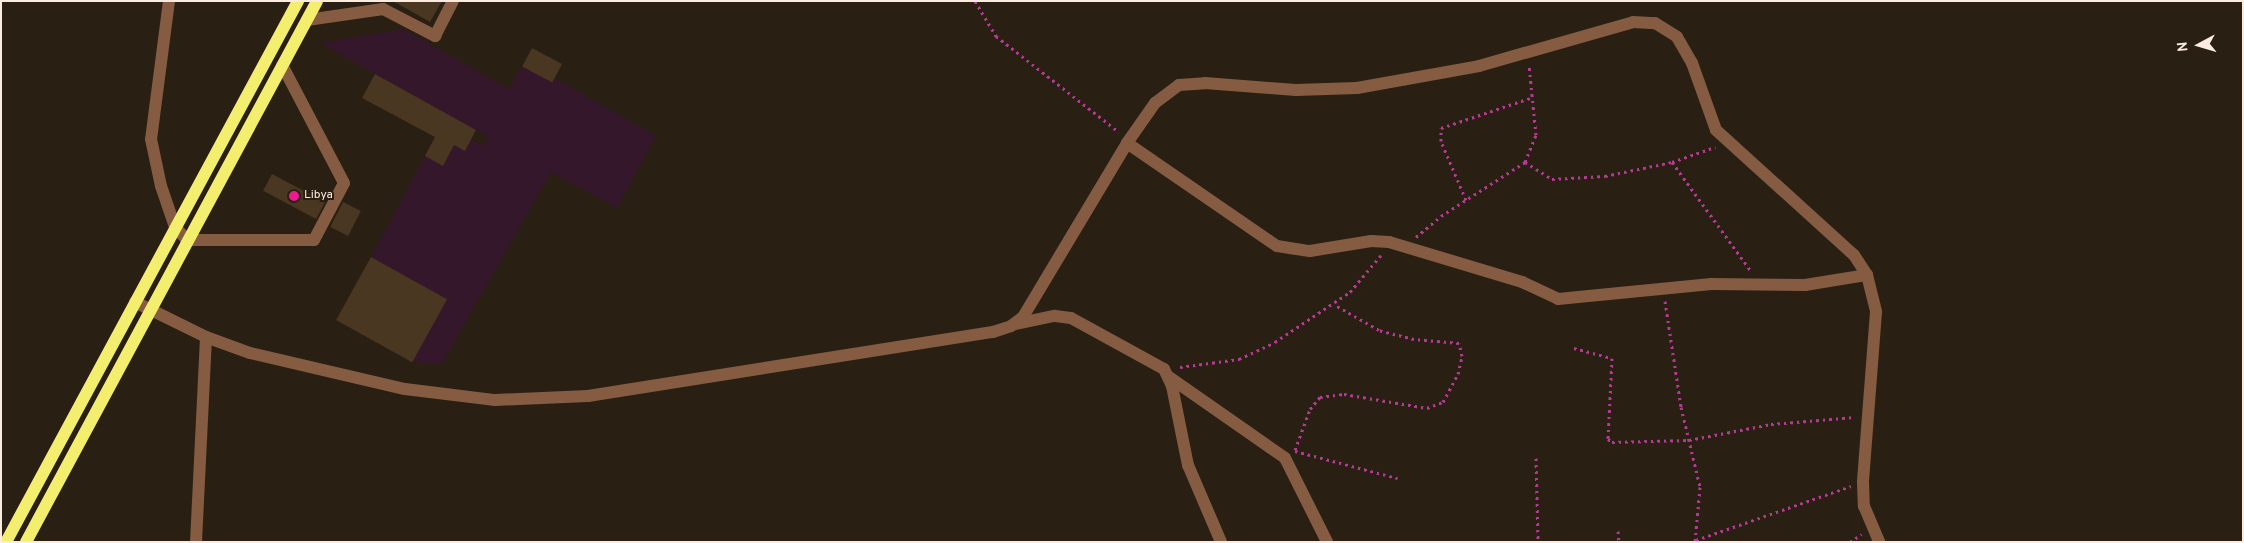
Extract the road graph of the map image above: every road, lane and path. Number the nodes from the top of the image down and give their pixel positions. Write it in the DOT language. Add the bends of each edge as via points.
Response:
graph roads {
  1 [pos="169,1"];
  2 [pos="298,1"];
  3 [pos="317,1"];
  4 [pos="454,1"];
  5 [pos="975,1"];
  6 [pos="306,20"];
  7 [pos="1526,54"];
  8 [pos="282,65"];
  9 [pos="1533,97"];
  10 [pos="1128,141"];
  11 [pos="1728,143"];
  12 [pos="1525,162"];
  13 [pos="1672,162"];
  14 [pos="1466,200"];
  15 [pos="175,227"];
  16 [pos="188,240"];
  17 [pos="1390,242"];
  18 [pos="1404,247"];
  19 [pos="1866,275"];
  20 [pos="1761,285"];
  21 [pos="1664,289"];
  22 [pos="135,302"];
  23 [pos="1335,305"];
  24 [pos="150,310"];
  25 [pos="1016,324"];
  26 [pos="206,337"];
  27 [pos="1574,348"];
  28 [pos="1167,373"];
  29 [pos="1868,417"];
  30 [pos="1689,440"];
  31 [pos="1290,455"];
  32 [pos="1536,458"];
  33 [pos="1397,478"];
  34 [pos="1863,482"];
  35 [pos="1618,531"];
  36 [pos="1695,541"];
  37 [pos="6,542"];
  38 [pos="26,542"];
  39 [pos="196,542"];
  40 [pos="1221,542"];
  41 [pos="1327,542"];
  42 [pos="1538,542"];
  43 [pos="1619,542"];
  44 [pos="1878,542"];
  1 -- 15 [label="street" via="151,138 156,170"];
  2 -- 15 [label="main road"];
  3 -- 6 [label="main road"];
  4 -- 6 [label="street" via="435,36 383,9"];
  5 -- 10 [label="path" via="996,36"];
  6 -- 8 [label="main road"];
  7 -- 9 [label="path"];
  7 -- 10 [label="street" via="1420,79 1358,88 1296,90 1188,83 1163,95"];
  7 -- 11 [label="street" via="1633,22 1655,23 1677,37 1692,63 1716,130"];
  8 -- 16 [label="main road"];
  8 -- 16 [label="street" via="344,183 314,240"];
  9 -- 12 [label="path" via="1536,135"];
  9 -- 14 [label="path" via="1441,128 1441,142"];
  10 -- 17 [label="street" via="1277,246 1310,251 1371,241"];
  10 -- 25 [label="street" via="1039,293"];
  11 -- 13 [label="path"];
  11 -- 19 [label="street" via="1854,255"];
  12 -- 13 [label="path" via="1552,179 1605,176"];
  12 -- 14 [label="path"];
  13 -- 20 [label="path"];
  14 -- 18 [label="path"];
  15 -- 16 [label="street"];
  15 -- 22 [label="main road"];
  16 -- 24 [label="main road"];
  17 -- 18 [label="street"];
  17 -- 23 [label="path" via="1363,279"];
  18 -- 21 [label="street" via="1522,282 1558,300"];
  19 -- 20 [label="street" via="1805,285"];
  19 -- 29 [label="street" via="1876,312"];
  20 -- 21 [label="street" via="1711,284"];
  21 -- 30 [label="path" via="1667,330"];
  22 -- 24 [label="street"];
  22 -- 37 [label="main road"];
  23 -- 28 [label="path" via="1275,342 1240,359"];
  23 -- 31 [label="path" via="1379,330 1414,339 1459,344 1462,356 1458,374 1443,402 1427,408 1344,394 1320,397 1310,408"];
  24 -- 26 [label="street"];
  24 -- 38 [label="main road"];
  25 -- 26 [label="street" via="993,332 607,394 494,400 405,389 336,375 250,354"];
  25 -- 28 [label="street" via="1055,316 1071,318"];
  26 -- 39 [label="street"];
  27 -- 30 [label="path" via="1612,358 1609,441"];
  28 -- 31 [label="street"];
  28 -- 40 [label="street" via="1188,465"];
  29 -- 30 [label="path" via="1771,424"];
  29 -- 34 [label="street"];
  30 -- 36 [label="path" via="1700,487"];
  31 -- 33 [label="path"];
  31 -- 41 [label="street"];
  32 -- 42 [label="path"];
  34 -- 36 [label="path"];
  34 -- 44 [label="street" via="1864,506"];
  35 -- 43 [label="path"];
}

WHAT TO PRODUCE
Return the full material word for word. Do not include the pictures.

OUTPUT OF THE TASK
Extract the road graph of the map image above: every road, lane and path. Number the nodes from the top of the image down and give their pixel positions. Write it in the DOT language. Add the bends of each edge as via points.
Response:
graph roads {
  1 [pos="169,1"];
  2 [pos="298,1"];
  3 [pos="317,1"];
  4 [pos="454,1"];
  5 [pos="975,1"];
  6 [pos="306,20"];
  7 [pos="1526,54"];
  8 [pos="282,65"];
  9 [pos="1533,97"];
  10 [pos="1128,141"];
  11 [pos="1728,143"];
  12 [pos="1525,162"];
  13 [pos="1672,162"];
  14 [pos="1466,200"];
  15 [pos="175,227"];
  16 [pos="188,240"];
  17 [pos="1390,242"];
  18 [pos="1404,247"];
  19 [pos="1866,275"];
  20 [pos="1761,285"];
  21 [pos="1664,289"];
  22 [pos="135,302"];
  23 [pos="1335,305"];
  24 [pos="150,310"];
  25 [pos="1016,324"];
  26 [pos="206,337"];
  27 [pos="1574,348"];
  28 [pos="1167,373"];
  29 [pos="1868,417"];
  30 [pos="1689,440"];
  31 [pos="1290,455"];
  32 [pos="1536,458"];
  33 [pos="1397,478"];
  34 [pos="1863,482"];
  35 [pos="1618,531"];
  36 [pos="1695,541"];
  37 [pos="6,542"];
  38 [pos="26,542"];
  39 [pos="196,542"];
  40 [pos="1221,542"];
  41 [pos="1327,542"];
  42 [pos="1538,542"];
  43 [pos="1619,542"];
  44 [pos="1878,542"];
  1 -- 15 [label="street" via="151,138 156,170"];
  2 -- 15 [label="main road"];
  3 -- 6 [label="main road"];
  4 -- 6 [label="street" via="435,36 383,9"];
  5 -- 10 [label="path" via="996,36"];
  6 -- 8 [label="main road"];
  7 -- 9 [label="path"];
  7 -- 10 [label="street" via="1420,79 1358,88 1296,90 1188,83 1163,95"];
  7 -- 11 [label="street" via="1633,22 1655,23 1677,37 1692,63 1716,130"];
  8 -- 16 [label="main road"];
  8 -- 16 [label="street" via="344,183 314,240"];
  9 -- 12 [label="path" via="1536,135"];
  9 -- 14 [label="path" via="1441,128 1441,142"];
  10 -- 17 [label="street" via="1277,246 1310,251 1371,241"];
  10 -- 25 [label="street" via="1039,293"];
  11 -- 13 [label="path"];
  11 -- 19 [label="street" via="1854,255"];
  12 -- 13 [label="path" via="1552,179 1605,176"];
  12 -- 14 [label="path"];
  13 -- 20 [label="path"];
  14 -- 18 [label="path"];
  15 -- 16 [label="street"];
  15 -- 22 [label="main road"];
  16 -- 24 [label="main road"];
  17 -- 18 [label="street"];
  17 -- 23 [label="path" via="1363,279"];
  18 -- 21 [label="street" via="1522,282 1558,300"];
  19 -- 20 [label="street" via="1805,285"];
  19 -- 29 [label="street" via="1876,312"];
  20 -- 21 [label="street" via="1711,284"];
  21 -- 30 [label="path" via="1667,330"];
  22 -- 24 [label="street"];
  22 -- 37 [label="main road"];
  23 -- 28 [label="path" via="1275,342 1240,359"];
  23 -- 31 [label="path" via="1379,330 1414,339 1459,344 1462,356 1458,374 1443,402 1427,408 1344,394 1320,397 1310,408"];
  24 -- 26 [label="street"];
  24 -- 38 [label="main road"];
  25 -- 26 [label="street" via="993,332 607,394 494,400 405,389 336,375 250,354"];
  25 -- 28 [label="street" via="1055,316 1071,318"];
  26 -- 39 [label="street"];
  27 -- 30 [label="path" via="1612,358 1609,441"];
  28 -- 31 [label="street"];
  28 -- 40 [label="street" via="1188,465"];
  29 -- 30 [label="path" via="1771,424"];
  29 -- 34 [label="street"];
  30 -- 36 [label="path" via="1700,487"];
  31 -- 33 [label="path"];
  31 -- 41 [label="street"];
  32 -- 42 [label="path"];
  34 -- 36 [label="path"];
  34 -- 44 [label="street" via="1864,506"];
  35 -- 43 [label="path"];
}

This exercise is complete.